_Problem to solve_: Copy the data below exactly, omitting any picture it contains.

_Record excerpts_:
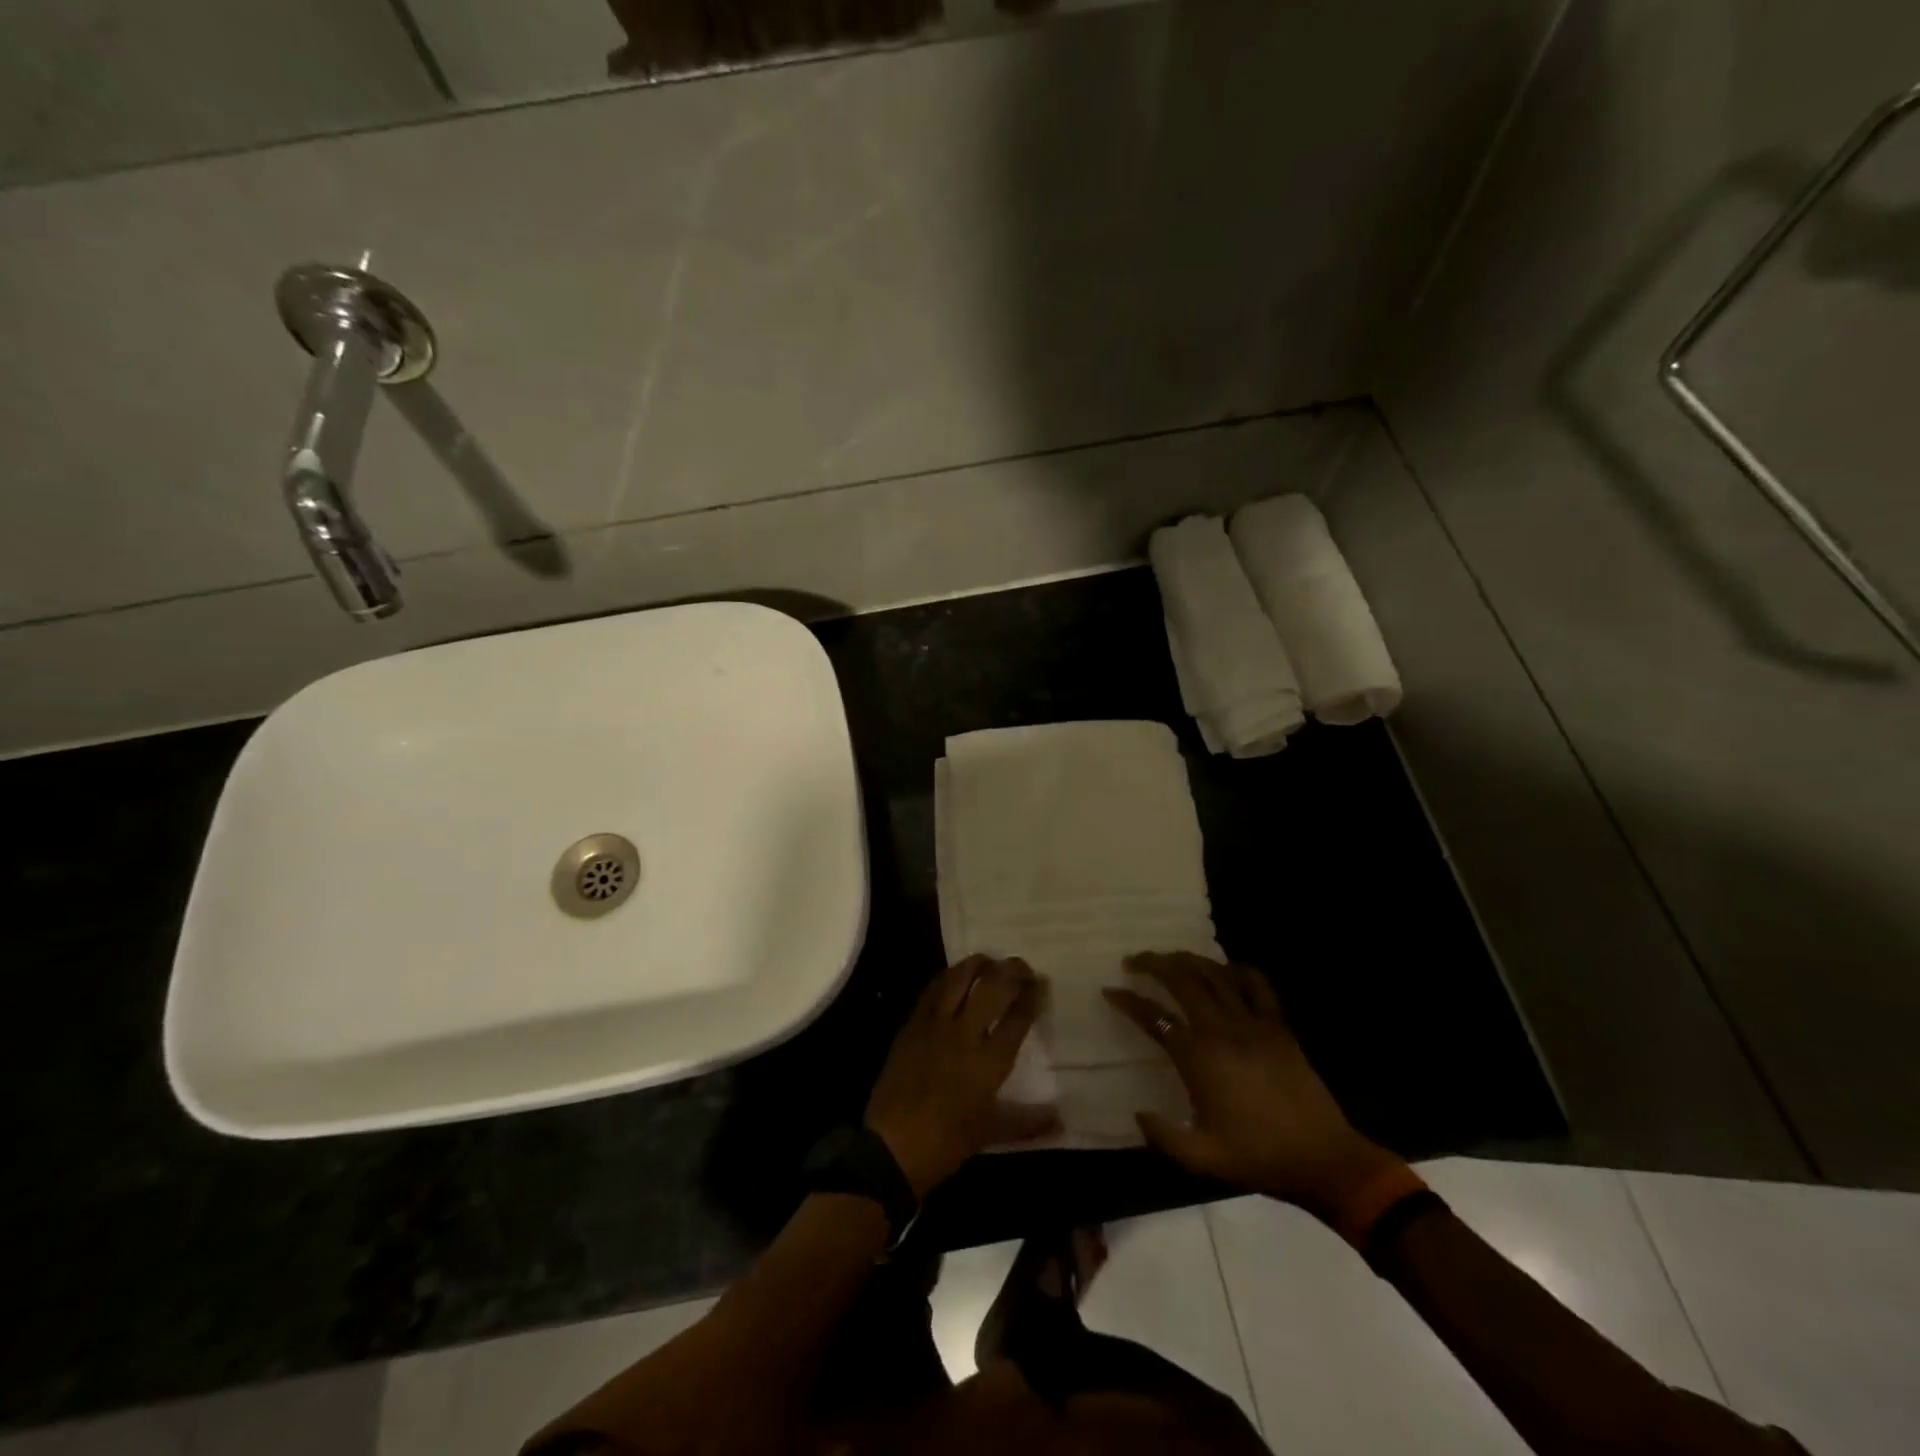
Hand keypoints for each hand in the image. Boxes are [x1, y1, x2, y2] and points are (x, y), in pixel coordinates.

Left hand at [866, 956, 1058, 1196]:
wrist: (891, 1146)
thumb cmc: (946, 1142)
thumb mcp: (991, 1133)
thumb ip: (1028, 1122)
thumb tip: (1061, 1120)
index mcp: (989, 1061)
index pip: (1018, 1017)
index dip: (1032, 996)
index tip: (1040, 984)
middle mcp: (965, 1033)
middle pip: (993, 987)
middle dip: (1012, 971)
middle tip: (1022, 966)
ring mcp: (935, 1024)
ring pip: (960, 978)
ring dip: (978, 964)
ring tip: (990, 961)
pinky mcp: (912, 1023)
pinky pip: (932, 989)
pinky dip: (948, 977)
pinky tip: (955, 976)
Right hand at [1105, 952, 1403, 1223]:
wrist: (1323, 1160)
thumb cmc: (1259, 1158)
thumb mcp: (1203, 1158)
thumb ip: (1163, 1136)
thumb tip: (1138, 1112)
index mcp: (1200, 1059)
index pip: (1156, 1018)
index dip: (1129, 1001)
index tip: (1110, 991)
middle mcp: (1223, 1031)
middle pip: (1184, 981)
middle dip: (1154, 964)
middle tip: (1134, 961)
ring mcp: (1254, 1024)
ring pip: (1216, 974)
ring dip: (1189, 960)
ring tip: (1170, 957)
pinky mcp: (1279, 1027)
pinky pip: (1258, 985)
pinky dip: (1238, 970)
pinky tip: (1225, 968)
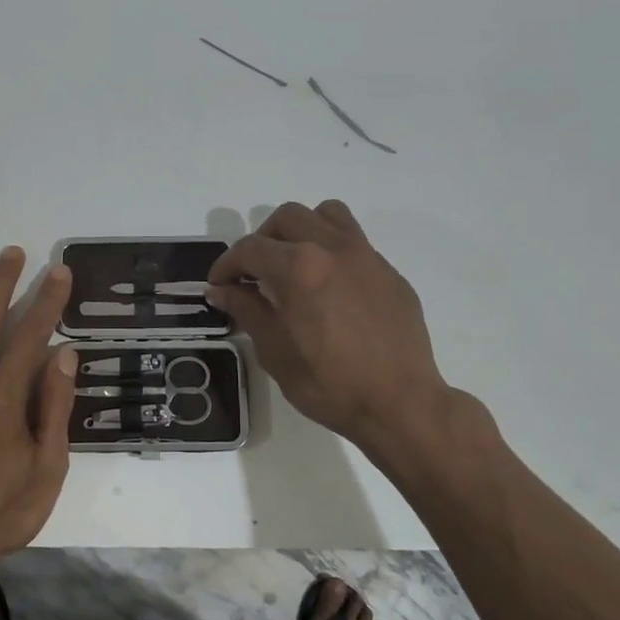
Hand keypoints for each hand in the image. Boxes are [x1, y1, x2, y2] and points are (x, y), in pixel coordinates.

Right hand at [207, 201, 444, 446]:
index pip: (250, 249)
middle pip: (287, 218)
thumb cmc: (329, 384)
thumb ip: (247, 310)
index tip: (219, 285)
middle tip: (254, 273)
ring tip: (294, 264)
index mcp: (298, 268)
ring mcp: (366, 256)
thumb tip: (221, 290)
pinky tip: (330, 289)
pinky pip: (355, 243)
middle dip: (263, 240)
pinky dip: (332, 251)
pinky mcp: (389, 272)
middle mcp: (332, 249)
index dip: (226, 265)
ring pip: (327, 215)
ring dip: (302, 230)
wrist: (400, 404)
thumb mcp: (274, 351)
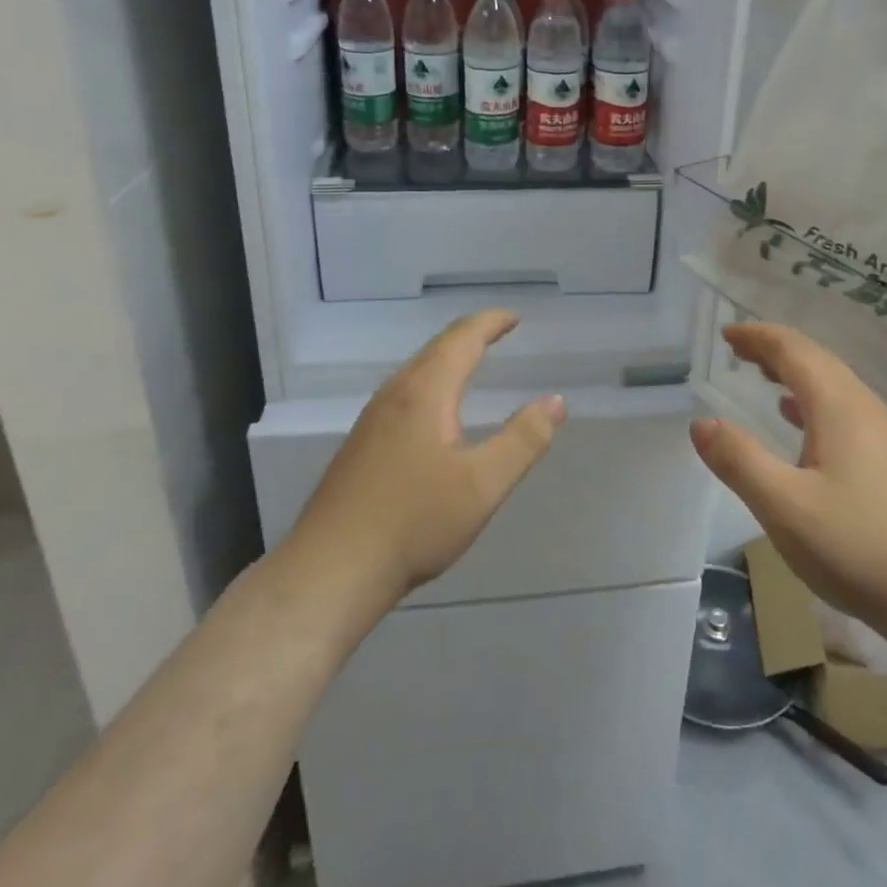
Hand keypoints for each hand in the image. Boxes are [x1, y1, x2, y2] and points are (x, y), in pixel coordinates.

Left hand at [287, 310, 565, 610]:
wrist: (331, 570)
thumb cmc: (414, 522)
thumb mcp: (483, 485)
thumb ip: (523, 440)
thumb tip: (555, 400)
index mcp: (425, 392)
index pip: (461, 339)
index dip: (490, 323)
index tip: (514, 317)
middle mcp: (395, 394)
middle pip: (436, 349)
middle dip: (470, 335)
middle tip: (498, 331)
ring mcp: (372, 419)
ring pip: (416, 370)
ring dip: (447, 357)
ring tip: (471, 360)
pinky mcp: (361, 444)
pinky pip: (404, 392)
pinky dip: (431, 380)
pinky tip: (433, 409)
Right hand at [689, 323, 886, 653]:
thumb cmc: (859, 545)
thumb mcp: (784, 506)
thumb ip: (739, 461)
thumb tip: (700, 423)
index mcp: (839, 406)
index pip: (793, 350)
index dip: (758, 337)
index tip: (726, 333)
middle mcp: (863, 408)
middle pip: (815, 361)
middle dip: (774, 349)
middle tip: (736, 349)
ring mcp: (882, 435)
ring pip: (831, 385)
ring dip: (793, 373)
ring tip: (761, 374)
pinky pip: (841, 410)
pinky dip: (810, 401)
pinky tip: (798, 421)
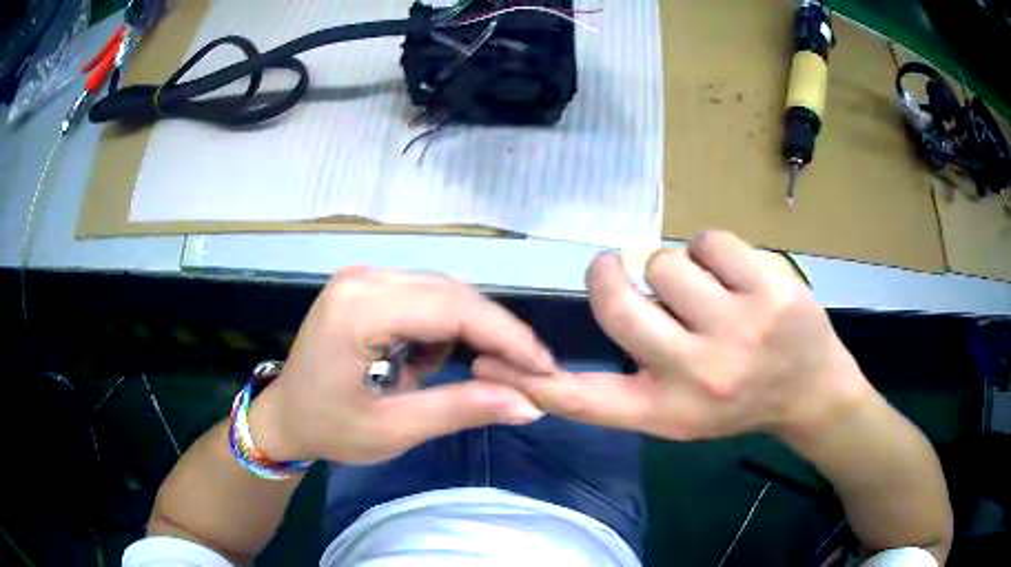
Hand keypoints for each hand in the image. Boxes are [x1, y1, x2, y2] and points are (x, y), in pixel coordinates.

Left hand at [250, 268, 554, 463]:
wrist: (284, 417)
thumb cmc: (328, 428)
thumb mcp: (393, 430)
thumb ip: (460, 410)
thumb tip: (530, 403)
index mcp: (358, 309)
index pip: (452, 308)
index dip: (506, 337)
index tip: (544, 367)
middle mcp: (363, 278)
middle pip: (452, 294)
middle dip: (495, 333)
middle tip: (528, 372)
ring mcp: (363, 278)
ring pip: (443, 293)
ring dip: (468, 332)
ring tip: (472, 374)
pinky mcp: (367, 286)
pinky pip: (424, 297)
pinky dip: (442, 328)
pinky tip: (429, 362)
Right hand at [475, 231, 871, 441]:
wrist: (812, 393)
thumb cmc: (739, 403)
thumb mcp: (676, 413)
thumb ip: (625, 382)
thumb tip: (565, 346)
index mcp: (664, 412)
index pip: (583, 399)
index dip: (530, 377)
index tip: (491, 359)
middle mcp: (694, 375)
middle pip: (617, 302)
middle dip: (610, 274)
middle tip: (618, 268)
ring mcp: (737, 331)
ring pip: (665, 263)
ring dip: (676, 270)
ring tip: (705, 292)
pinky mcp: (770, 290)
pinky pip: (709, 241)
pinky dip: (713, 251)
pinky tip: (734, 276)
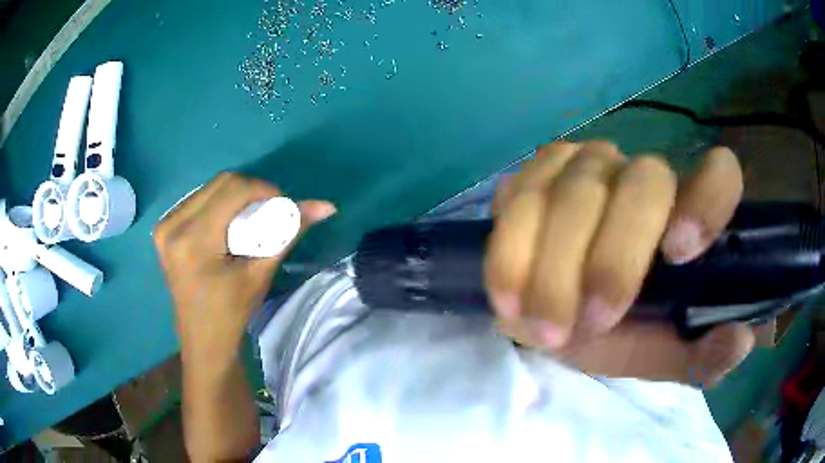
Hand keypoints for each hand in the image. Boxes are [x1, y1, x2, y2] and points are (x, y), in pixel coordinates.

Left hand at [153, 173, 335, 365]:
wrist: (203, 340)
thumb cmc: (231, 314)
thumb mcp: (260, 274)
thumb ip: (288, 233)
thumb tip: (325, 206)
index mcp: (194, 240)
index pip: (233, 190)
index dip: (264, 189)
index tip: (283, 205)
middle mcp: (173, 226)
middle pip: (220, 183)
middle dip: (251, 191)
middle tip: (268, 212)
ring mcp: (164, 226)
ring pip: (209, 188)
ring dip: (235, 197)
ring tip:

_Written response_:
Hand keypoints for each hand in the image. Boxes are [x1, y1, x2, y2] and points are (x, y), in pixel coordinates.

Left hand at [866, 956, 1058, 1196]:
wrist: (891, 1146)
thumb cmc: (946, 1142)
thumb mcp: (991, 1133)
thumb ip: (1028, 1122)
thumb tip: (1061, 1120)
index mcp: (989, 1061)
index pip: (1018, 1017)
index dip: (1032, 996)
index tip: (1040, 984)
middle mcp: (965, 1033)
middle pip: (993, 987)
middle dip: (1012, 971)
middle tip: (1022, 966)
ring mcp: (935, 1024)
ring pip: (960, 978)
ring dip: (978, 964)
ring tip: (990, 961)
pinky mcp: (912, 1023)
pinky pip: (932, 989)
pinky dip: (948, 977)
pinky tip: (955, 976)
Right hand at [1105, 952, 1403, 1223]:
wrist: (1323, 1160)
thumb cmc: (1259, 1158)
thumb mcp: (1203, 1158)
thumb ip: (1163, 1136)
thumb tip: (1138, 1112)
index mcp: (1200, 1059)
index pip: (1156, 1018)
index dip: (1129, 1001)
index tip: (1110, 991)
middle mcp: (1223, 1031)
middle pip: (1184, 981)
middle dip: (1154, 964)
middle tip: (1134, 961)
ring mcp: (1254, 1024)
ring pip: (1216, 974)
ring dip: (1189, 960)
ring tip: (1170, 957)
pinky mcp: (1279, 1027)
pinky pip: (1258, 985)
pinky dip: (1238, 970)
pinky tip: (1225, 968)
Hand keypoints for each hand in the image. Boxes are [x1, y1, x2, y2] and points are (x, y), in pixel coordinates.

Right hand at [207, 201, 444, 446]:
index pip: (250, 249)
middle pip: (287, 218)
thumb cmc: (329, 384)
thumb ip: (247, 310)
index tip: (219, 285)
middle tip: (254, 273)
ring tip: (294, 264)
index mcp: (298, 268)
ring mcp: (366, 256)
thumb tip: (221, 290)
pinky tip: (330, 289)
pinky pip: (355, 243)
middle dip: (263, 240)
pinky dip: (332, 251)
pinky mcp: (389, 272)
middle mcp: (332, 249)
index dip: (226, 265)
ring pip: (327, 215)
ring dip: (302, 230)
wrist: (400, 404)
thumb mcp: (274, 351)
Hand keypoints for each hand in the image. Boxes are [x1, y1, x2, y2] and points are (x, y), in pixel coordinates.

Left hand at [287, 310, 565, 610]:
wrist: (331, 570)
thumb cmc: (414, 522)
thumb mcp: (483, 485)
thumb ip: (523, 440)
thumb tip: (555, 400)
index mcp: (425, 392)
index pip: (461, 339)
index dip: (490, 323)
index tip: (514, 317)
middle mcp: (395, 394)
middle pip: (436, 349)
middle dip: (470, 335)
middle tip: (498, 331)
ring mcp: (372, 419)
ring pip: (416, 370)
ring dip: (447, 357)
ring tip: (471, 360)
pinky mcp: (361, 444)
pinky pip: (404, 392)
pinky dip: (431, 380)
pinky tip: (433, 409)
Right hand at [689, 323, 886, 653]:
thumb cmc: (859, 545)
thumb mcp: (784, 506)
thumb ip: (739, 461)
thumb tip: (700, 423)
index mcp: (839, 406)
index pip: (793, 350)
index dip: (758, 337)
index tip: (726, 333)
middle mcp: (863, 408)
middle pip: (815, 361)
middle dip: (774, 349)
middle tip: (736, 349)
ring mcp: (882, 435)
ring pip: (831, 385)
ring dip: (793, 373)
ring tip: (761, 374)
pinky pip: (841, 410)
pinky dip: (810, 401)
pinky tip: (798, 421)
Hand keypoints for each hand in the image. Boxes are [x1, y1, x2, y2] and points are (x, y), in pixel coordinates.

Left hand at [250, 268, 554, 463]:
wrist: (284, 417)
thumb cmc: (328, 428)
thumb mcp: (393, 430)
thumb ip: (460, 410)
thumb tip: (530, 403)
index mcp: (358, 309)
index pip: (452, 308)
index dip: (506, 337)
index tip: (544, 367)
middle mcp: (363, 278)
middle pip: (452, 294)
middle dip: (495, 333)
middle tip: (528, 372)
ring mcp: (363, 278)
ring pip: (443, 293)
ring dip: (468, 332)
ring tip: (472, 374)
pinky mcp: (367, 286)
pinky pip: (424, 297)
pinky dip: (442, 328)
pinky tip: (429, 362)
Right hand at [475, 231, 871, 441]:
wrist: (812, 393)
thumb cmc: (739, 403)
thumb mcp: (676, 413)
thumb ip: (625, 382)
thumb tip: (565, 346)
index mcp: (664, 412)
index pip: (583, 399)
index dip: (530, 377)
index tip: (491, 359)
middle mcp: (694, 375)
middle pip: (617, 302)
middle dip: (610, 274)
middle tip: (618, 268)
ring mcp: (737, 331)
ring pip: (665, 263)
ring dip: (676, 270)
ring tip: (705, 292)
pinky mcp: (770, 290)
pinky pip: (709, 241)
pinky dip: (713, 251)
pinky tip: (734, 276)
Hand keypoints for each hand in the image. Boxes are [x1, y1, x2, y2] and points are (x, y), in pixel coordinates.

Left hand at [153, 173, 335, 365]:
wrist: (203, 340)
thumb cmc: (231, 314)
thumb mcp: (260, 274)
thumb ip: (288, 233)
thumb tip: (325, 206)
index mcp: (194, 240)
index pip: (233, 190)
index dip: (264, 189)
index tip: (283, 205)
middle mcp: (173, 226)
middle pip: (220, 183)
middle dip: (251, 191)
middle tip: (268, 212)
ring mcp: (164, 226)
ring pip: (209, 188)
ring dip: (235, 197)
ring tip:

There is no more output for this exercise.